Volunteer: Jose Lopez
Participating in a mission trip with Prints of Hope International (POHI) volunteers is an exciting experience. That being said, I will tell you briefly my experience on the trip to Waslala, Nicaragua. On July 2014 the leaders of the group decided to respond to a petition from Pastor Elias, district minister serving in Waslala area who requested help for building a school for the church to serve the community.
We arrived in Managua, Nicaragua, the day of celebration of the Sandinist revolution. In that occasion, all buses in the country are used by the government to transport the population to a big meeting in Managua so all the streets in the city where overcrowded by public and private vehicles. It took us more than two hours coming out of the city. The first group of volunteers had arrived the day before; Steve my son in law, Danette my daughter, Ariel one of the coordinators and I where the last group arriving to Managua Airport. The pastor’s son took us from there to Matagalpa. The vehicle was one the smallest Nissan cars. We travelled around 3.5 hours with our heavy lugagges on our laps. From Matagalpa one of the elders of the church took us in a four-hour trip traveling by mountainous dirty roads to his house in Waslala where the Pathfinder Club and other church members where waiting to welcome us. It was past midnight when we arrived there.

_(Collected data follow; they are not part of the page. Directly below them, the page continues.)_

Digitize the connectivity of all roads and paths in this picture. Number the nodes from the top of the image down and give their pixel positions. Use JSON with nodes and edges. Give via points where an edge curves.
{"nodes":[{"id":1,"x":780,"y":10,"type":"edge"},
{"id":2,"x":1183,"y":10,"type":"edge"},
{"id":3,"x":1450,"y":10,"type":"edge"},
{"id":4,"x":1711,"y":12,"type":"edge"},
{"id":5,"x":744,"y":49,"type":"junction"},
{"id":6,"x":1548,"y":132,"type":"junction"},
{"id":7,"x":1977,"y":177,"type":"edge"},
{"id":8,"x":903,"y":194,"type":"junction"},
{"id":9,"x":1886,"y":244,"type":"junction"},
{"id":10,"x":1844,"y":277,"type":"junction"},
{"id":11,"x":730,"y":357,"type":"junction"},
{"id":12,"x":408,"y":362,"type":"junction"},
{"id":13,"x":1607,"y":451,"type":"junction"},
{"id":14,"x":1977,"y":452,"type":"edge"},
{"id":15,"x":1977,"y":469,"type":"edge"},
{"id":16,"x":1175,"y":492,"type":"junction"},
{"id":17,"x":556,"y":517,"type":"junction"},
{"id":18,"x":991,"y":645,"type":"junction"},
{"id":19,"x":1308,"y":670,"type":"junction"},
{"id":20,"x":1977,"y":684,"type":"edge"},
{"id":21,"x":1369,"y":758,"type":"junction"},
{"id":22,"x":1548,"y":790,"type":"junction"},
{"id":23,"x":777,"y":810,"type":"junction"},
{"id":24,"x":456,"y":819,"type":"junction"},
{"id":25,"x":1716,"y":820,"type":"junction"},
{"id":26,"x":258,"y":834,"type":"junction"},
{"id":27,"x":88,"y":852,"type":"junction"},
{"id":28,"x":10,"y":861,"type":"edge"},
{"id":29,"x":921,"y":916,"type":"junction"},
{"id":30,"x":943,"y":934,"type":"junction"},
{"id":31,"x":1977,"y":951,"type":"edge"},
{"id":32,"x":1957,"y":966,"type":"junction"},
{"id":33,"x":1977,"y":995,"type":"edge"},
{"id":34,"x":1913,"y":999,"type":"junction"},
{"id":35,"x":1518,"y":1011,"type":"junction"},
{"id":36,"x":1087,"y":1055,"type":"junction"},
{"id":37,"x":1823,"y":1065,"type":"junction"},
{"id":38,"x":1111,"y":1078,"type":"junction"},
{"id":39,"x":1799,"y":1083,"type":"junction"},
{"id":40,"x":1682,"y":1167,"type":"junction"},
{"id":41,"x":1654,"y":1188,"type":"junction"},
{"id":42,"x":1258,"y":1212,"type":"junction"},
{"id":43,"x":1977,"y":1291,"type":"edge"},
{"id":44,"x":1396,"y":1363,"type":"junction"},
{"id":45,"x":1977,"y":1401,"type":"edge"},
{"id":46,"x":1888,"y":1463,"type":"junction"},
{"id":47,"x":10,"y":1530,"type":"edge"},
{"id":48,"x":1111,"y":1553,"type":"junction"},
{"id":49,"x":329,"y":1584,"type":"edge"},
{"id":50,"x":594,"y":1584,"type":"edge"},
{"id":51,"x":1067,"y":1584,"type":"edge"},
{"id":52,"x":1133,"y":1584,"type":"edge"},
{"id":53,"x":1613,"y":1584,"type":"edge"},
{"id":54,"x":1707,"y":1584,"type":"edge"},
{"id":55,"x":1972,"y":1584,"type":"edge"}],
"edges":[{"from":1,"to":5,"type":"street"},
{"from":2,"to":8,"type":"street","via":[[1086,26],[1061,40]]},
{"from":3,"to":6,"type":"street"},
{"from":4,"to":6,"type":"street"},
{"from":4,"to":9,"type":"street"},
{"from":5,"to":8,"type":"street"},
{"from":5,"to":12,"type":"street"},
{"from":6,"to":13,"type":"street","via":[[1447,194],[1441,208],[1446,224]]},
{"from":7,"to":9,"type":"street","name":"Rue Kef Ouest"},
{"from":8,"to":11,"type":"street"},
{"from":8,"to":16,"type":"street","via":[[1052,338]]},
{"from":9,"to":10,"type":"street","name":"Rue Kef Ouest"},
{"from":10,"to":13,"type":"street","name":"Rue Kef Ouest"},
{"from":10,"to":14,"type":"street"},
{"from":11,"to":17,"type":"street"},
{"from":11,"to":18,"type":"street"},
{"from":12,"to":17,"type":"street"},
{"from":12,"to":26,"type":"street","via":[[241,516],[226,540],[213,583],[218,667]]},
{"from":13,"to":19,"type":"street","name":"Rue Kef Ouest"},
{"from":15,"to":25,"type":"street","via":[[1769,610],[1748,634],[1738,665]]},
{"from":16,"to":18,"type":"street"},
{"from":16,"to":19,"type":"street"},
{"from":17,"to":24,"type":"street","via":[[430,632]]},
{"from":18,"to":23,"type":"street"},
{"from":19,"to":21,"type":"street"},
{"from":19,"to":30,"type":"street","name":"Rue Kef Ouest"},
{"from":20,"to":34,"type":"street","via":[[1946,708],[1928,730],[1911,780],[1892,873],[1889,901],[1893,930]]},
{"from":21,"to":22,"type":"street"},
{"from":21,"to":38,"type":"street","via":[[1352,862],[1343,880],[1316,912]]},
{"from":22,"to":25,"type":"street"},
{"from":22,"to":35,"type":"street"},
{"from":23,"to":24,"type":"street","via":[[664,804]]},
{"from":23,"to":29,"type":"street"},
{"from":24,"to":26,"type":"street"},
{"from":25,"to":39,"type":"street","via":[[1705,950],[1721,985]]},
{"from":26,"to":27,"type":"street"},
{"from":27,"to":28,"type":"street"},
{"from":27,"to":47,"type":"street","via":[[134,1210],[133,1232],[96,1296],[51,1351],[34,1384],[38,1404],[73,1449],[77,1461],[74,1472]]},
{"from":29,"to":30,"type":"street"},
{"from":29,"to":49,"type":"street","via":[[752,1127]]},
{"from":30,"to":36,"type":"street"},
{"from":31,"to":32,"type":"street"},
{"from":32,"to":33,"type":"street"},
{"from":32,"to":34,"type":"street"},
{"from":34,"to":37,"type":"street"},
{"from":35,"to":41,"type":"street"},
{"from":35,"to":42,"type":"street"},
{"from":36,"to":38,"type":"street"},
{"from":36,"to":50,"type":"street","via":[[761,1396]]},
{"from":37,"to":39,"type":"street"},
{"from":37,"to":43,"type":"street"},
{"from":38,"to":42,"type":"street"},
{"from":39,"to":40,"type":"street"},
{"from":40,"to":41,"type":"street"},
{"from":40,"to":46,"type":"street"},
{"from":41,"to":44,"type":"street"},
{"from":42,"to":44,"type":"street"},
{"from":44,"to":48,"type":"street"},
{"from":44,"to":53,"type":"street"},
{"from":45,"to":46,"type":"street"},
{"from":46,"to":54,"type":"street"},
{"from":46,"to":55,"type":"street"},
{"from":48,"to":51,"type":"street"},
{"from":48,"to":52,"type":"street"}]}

The next day after breakfast and devotional service we started working, some on the three classroom school building, other packing medicine and clothing for the Dressing A Child activity that Prints of Hope does in every area visited. The group had four US based medical practitioners, one dentist and two practitioners from Nicaragua. The rest of the group was composed of professionals in different areas such as nurses, teachers, accountants, business people, engineers and students. Every day that we were there we visited a different rural area seeing and diagnosing sick people and providing them the appropriate medication. The teachers provided Bible school for the kids. The dentist took care of dental problems. A very important area was the pharmacy in which people received their medications. The pastor, elders and church members provided support in every place. Two elders provided daily transportation for the group to the working areas free of charge. The city mayor also lended us a pickup truck.
As a result of the POHI mission trip to Waslala, a three classrooms school with a basketball court was inaugurated. Two churches that where under construction for many years but lacked the funding to finish building received a direct donation from the volunteers to complete the project. Hundreds of patients received health and/or dental care. Many children had new clothing and shoes. Each Prints of Hope volunteer paid his lodging and traveling expenses and donated certain amount of US dollars for the project. Personally I felt blessed by participating on the mission trips and by helping other human beings.